- WHAT TO DO -
Please copy out each line of the listing that contains the word "junctions".

- RECORDS TO USE -
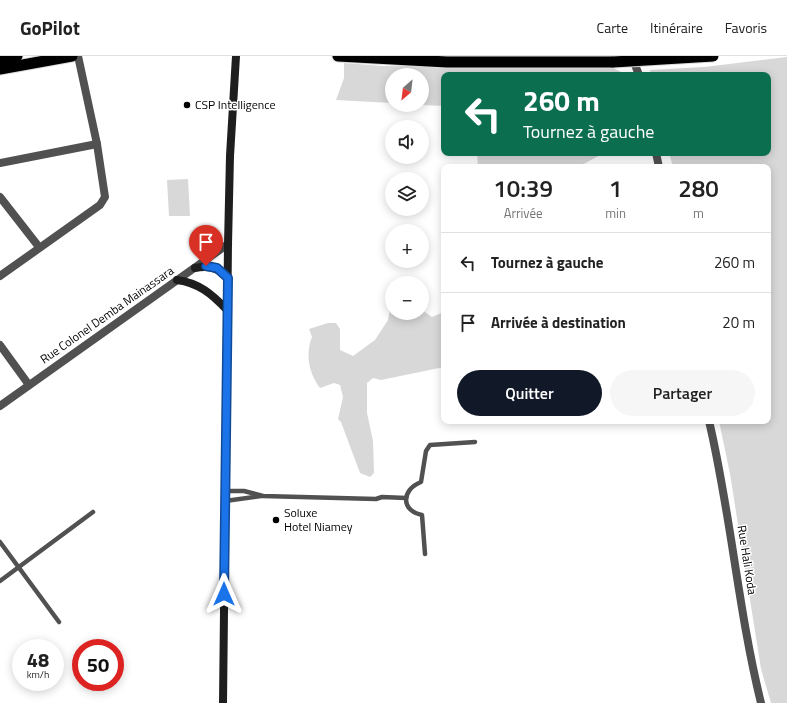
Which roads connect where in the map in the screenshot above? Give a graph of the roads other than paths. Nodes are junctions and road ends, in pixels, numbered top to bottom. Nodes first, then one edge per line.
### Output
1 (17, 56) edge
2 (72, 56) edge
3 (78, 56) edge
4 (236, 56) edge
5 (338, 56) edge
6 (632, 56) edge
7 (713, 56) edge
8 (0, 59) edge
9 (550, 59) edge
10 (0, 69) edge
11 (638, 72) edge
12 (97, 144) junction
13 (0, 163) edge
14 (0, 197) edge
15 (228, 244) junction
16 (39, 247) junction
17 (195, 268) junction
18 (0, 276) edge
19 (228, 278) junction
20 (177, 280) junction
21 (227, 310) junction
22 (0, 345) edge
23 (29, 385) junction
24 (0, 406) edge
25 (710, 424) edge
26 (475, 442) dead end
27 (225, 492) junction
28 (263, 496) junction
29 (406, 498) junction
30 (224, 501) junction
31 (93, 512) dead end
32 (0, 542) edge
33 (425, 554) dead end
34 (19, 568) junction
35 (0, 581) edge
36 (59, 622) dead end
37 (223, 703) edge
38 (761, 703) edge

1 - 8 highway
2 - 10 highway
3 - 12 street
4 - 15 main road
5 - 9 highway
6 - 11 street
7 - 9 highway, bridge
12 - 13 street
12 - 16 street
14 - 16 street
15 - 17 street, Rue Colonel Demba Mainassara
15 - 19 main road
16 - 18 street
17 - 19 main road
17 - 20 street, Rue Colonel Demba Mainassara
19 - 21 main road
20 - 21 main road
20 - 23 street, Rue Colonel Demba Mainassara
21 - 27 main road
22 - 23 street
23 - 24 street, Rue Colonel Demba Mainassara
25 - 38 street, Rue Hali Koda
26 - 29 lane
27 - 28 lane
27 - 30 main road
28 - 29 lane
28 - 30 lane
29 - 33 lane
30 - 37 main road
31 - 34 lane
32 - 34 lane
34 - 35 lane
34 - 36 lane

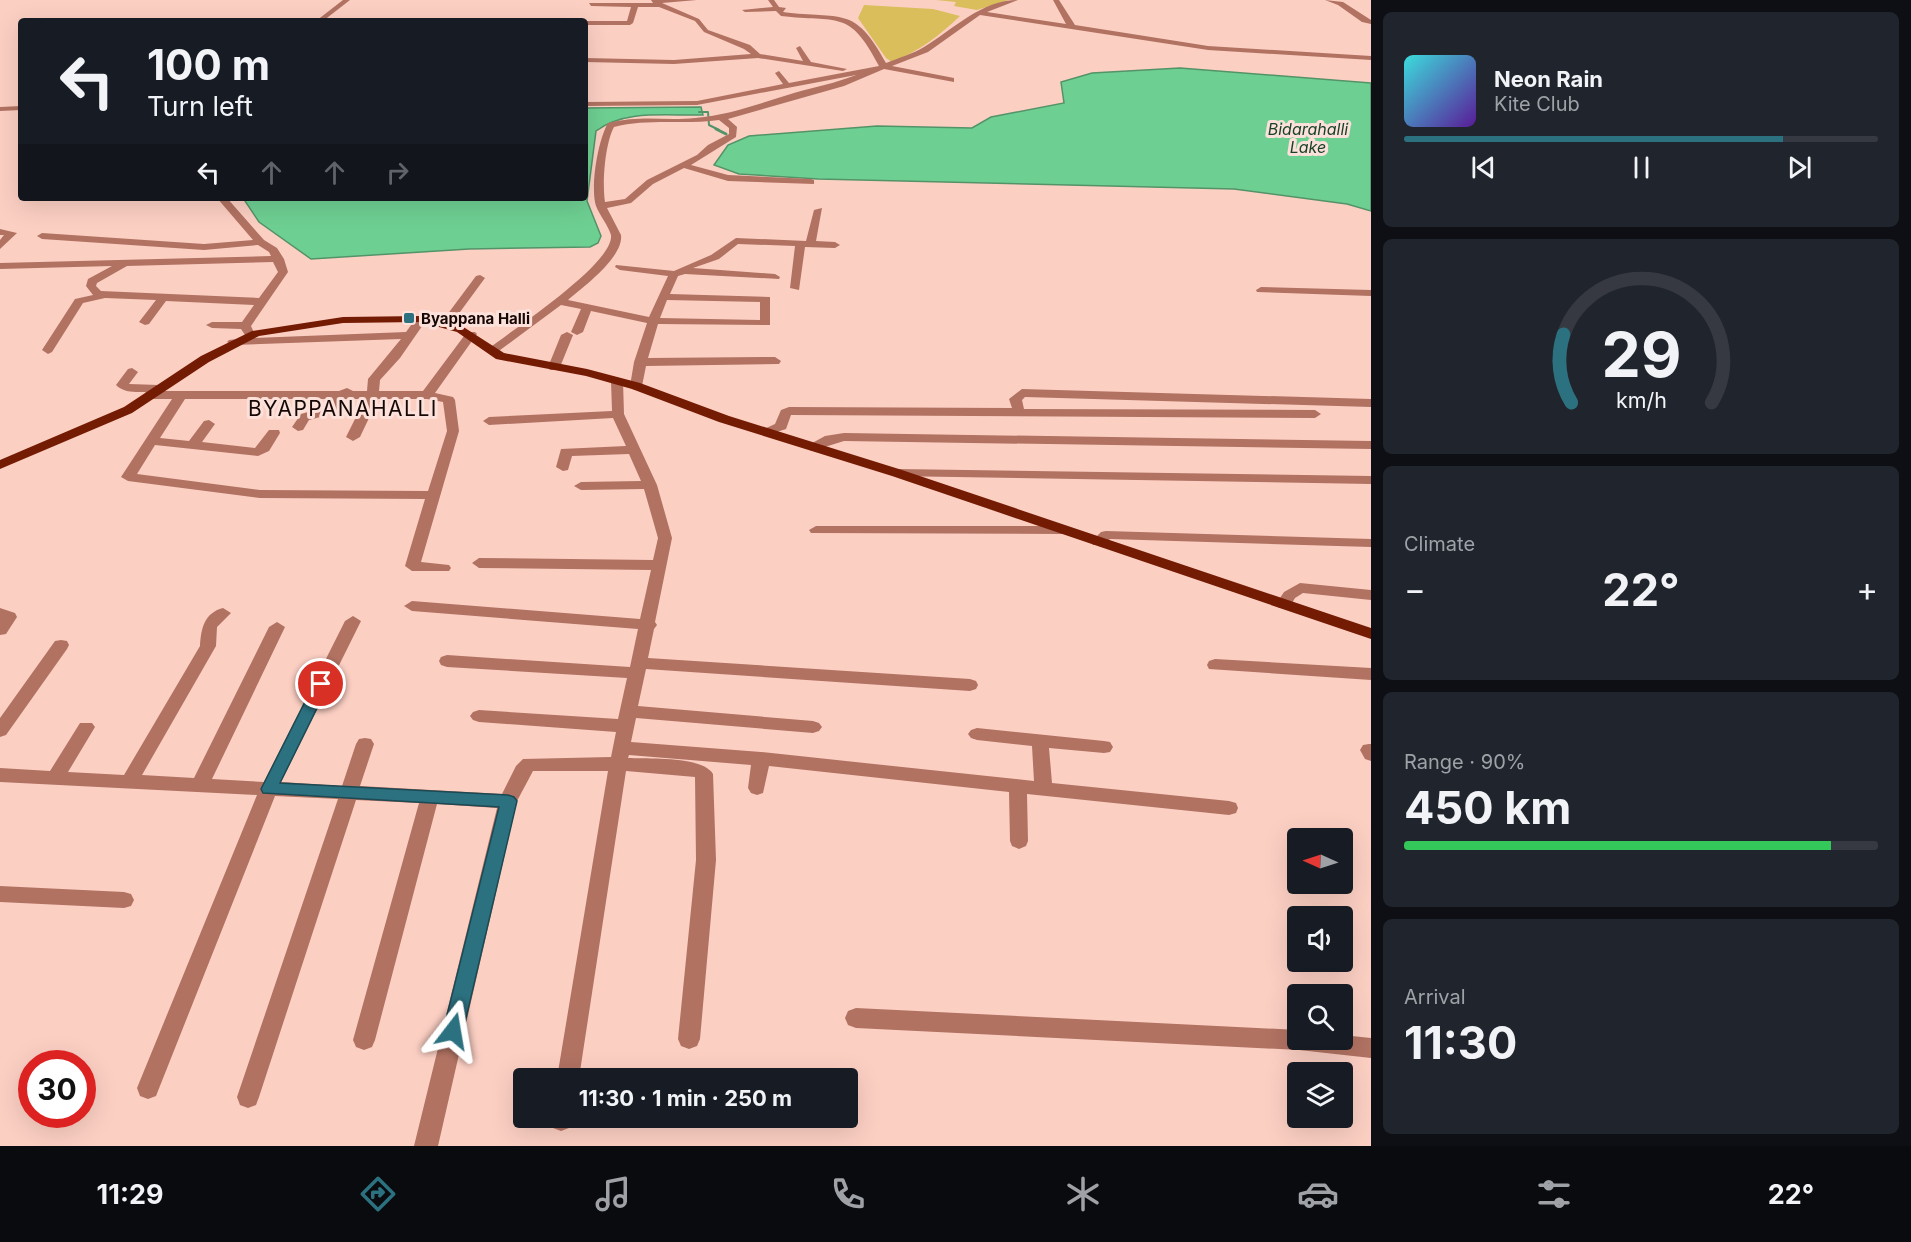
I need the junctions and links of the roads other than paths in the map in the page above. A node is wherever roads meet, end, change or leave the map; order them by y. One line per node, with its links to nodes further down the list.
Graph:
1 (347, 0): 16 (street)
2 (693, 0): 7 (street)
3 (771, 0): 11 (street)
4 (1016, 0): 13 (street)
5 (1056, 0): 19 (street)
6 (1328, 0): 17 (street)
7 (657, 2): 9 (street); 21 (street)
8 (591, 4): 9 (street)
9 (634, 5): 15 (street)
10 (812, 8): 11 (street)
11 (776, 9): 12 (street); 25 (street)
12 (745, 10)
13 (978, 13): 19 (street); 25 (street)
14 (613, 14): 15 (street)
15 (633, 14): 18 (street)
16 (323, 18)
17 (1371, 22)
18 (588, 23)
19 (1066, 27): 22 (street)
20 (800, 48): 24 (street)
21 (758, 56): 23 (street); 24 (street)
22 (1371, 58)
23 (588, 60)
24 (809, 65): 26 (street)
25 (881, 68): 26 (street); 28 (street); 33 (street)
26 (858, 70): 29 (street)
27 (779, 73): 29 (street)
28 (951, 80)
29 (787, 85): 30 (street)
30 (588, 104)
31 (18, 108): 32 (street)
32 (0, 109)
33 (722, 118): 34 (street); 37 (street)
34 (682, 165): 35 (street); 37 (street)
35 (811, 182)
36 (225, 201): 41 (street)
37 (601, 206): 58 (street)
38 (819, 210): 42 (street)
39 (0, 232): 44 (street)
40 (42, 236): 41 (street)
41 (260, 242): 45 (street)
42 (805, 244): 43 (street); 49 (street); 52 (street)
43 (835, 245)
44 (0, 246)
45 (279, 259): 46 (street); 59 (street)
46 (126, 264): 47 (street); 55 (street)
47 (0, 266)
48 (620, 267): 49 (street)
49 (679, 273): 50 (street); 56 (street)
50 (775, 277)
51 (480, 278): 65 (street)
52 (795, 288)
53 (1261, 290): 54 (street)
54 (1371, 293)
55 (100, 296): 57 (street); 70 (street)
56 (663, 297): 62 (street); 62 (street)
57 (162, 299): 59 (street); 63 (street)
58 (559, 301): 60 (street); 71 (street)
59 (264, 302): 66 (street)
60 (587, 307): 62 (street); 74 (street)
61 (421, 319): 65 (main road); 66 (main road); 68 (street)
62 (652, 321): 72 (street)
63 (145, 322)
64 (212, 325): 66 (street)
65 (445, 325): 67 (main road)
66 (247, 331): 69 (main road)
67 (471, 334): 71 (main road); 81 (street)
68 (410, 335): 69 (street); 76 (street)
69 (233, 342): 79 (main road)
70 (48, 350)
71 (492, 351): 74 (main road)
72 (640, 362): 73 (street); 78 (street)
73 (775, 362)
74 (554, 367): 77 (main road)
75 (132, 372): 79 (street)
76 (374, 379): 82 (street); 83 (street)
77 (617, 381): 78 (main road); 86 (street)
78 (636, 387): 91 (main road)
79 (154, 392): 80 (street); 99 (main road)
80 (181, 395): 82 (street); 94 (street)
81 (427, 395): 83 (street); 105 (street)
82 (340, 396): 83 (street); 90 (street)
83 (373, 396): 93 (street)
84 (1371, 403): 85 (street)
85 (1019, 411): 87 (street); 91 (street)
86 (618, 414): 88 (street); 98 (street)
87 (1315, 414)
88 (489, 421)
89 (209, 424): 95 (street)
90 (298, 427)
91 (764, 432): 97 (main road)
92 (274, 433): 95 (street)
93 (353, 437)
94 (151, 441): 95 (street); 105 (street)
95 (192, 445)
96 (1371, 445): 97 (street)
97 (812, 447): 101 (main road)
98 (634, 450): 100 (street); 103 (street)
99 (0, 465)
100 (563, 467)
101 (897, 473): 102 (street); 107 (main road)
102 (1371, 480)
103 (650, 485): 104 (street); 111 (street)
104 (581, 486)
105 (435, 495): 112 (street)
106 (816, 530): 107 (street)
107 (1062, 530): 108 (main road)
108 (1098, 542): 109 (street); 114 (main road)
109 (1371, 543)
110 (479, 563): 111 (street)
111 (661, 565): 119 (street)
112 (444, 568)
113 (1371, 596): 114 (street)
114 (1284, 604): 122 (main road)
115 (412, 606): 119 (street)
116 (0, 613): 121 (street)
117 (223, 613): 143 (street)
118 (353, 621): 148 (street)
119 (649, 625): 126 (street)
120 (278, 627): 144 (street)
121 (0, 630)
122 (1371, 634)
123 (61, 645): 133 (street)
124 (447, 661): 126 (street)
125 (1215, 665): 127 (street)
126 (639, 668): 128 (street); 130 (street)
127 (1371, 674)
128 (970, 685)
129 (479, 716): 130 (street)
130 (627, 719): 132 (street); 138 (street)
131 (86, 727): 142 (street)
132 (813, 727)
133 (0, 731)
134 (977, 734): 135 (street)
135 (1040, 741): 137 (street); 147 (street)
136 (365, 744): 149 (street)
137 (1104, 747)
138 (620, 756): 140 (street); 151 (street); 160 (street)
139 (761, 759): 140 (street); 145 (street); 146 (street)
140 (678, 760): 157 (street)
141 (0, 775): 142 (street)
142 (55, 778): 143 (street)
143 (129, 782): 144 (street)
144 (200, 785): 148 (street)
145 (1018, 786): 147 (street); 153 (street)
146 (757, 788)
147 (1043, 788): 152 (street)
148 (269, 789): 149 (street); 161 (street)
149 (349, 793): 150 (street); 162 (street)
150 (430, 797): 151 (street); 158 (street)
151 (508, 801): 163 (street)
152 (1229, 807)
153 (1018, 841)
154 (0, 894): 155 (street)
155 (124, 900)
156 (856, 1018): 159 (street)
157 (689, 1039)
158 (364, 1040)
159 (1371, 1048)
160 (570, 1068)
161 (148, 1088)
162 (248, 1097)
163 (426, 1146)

- SOLUTION -
Which roads connect where in the map in the screenshot above? Give a graph of the roads other than paths. Nodes are junctions and road ends, in pixels, numbered top to bottom. Nodes first, then one edge per line.
I need the junctions and links of the roads other than paths in the map in the page above. A node is wherever roads meet, end, change or leave the map; order them by y. One line per node, with its links to nodes further down the list.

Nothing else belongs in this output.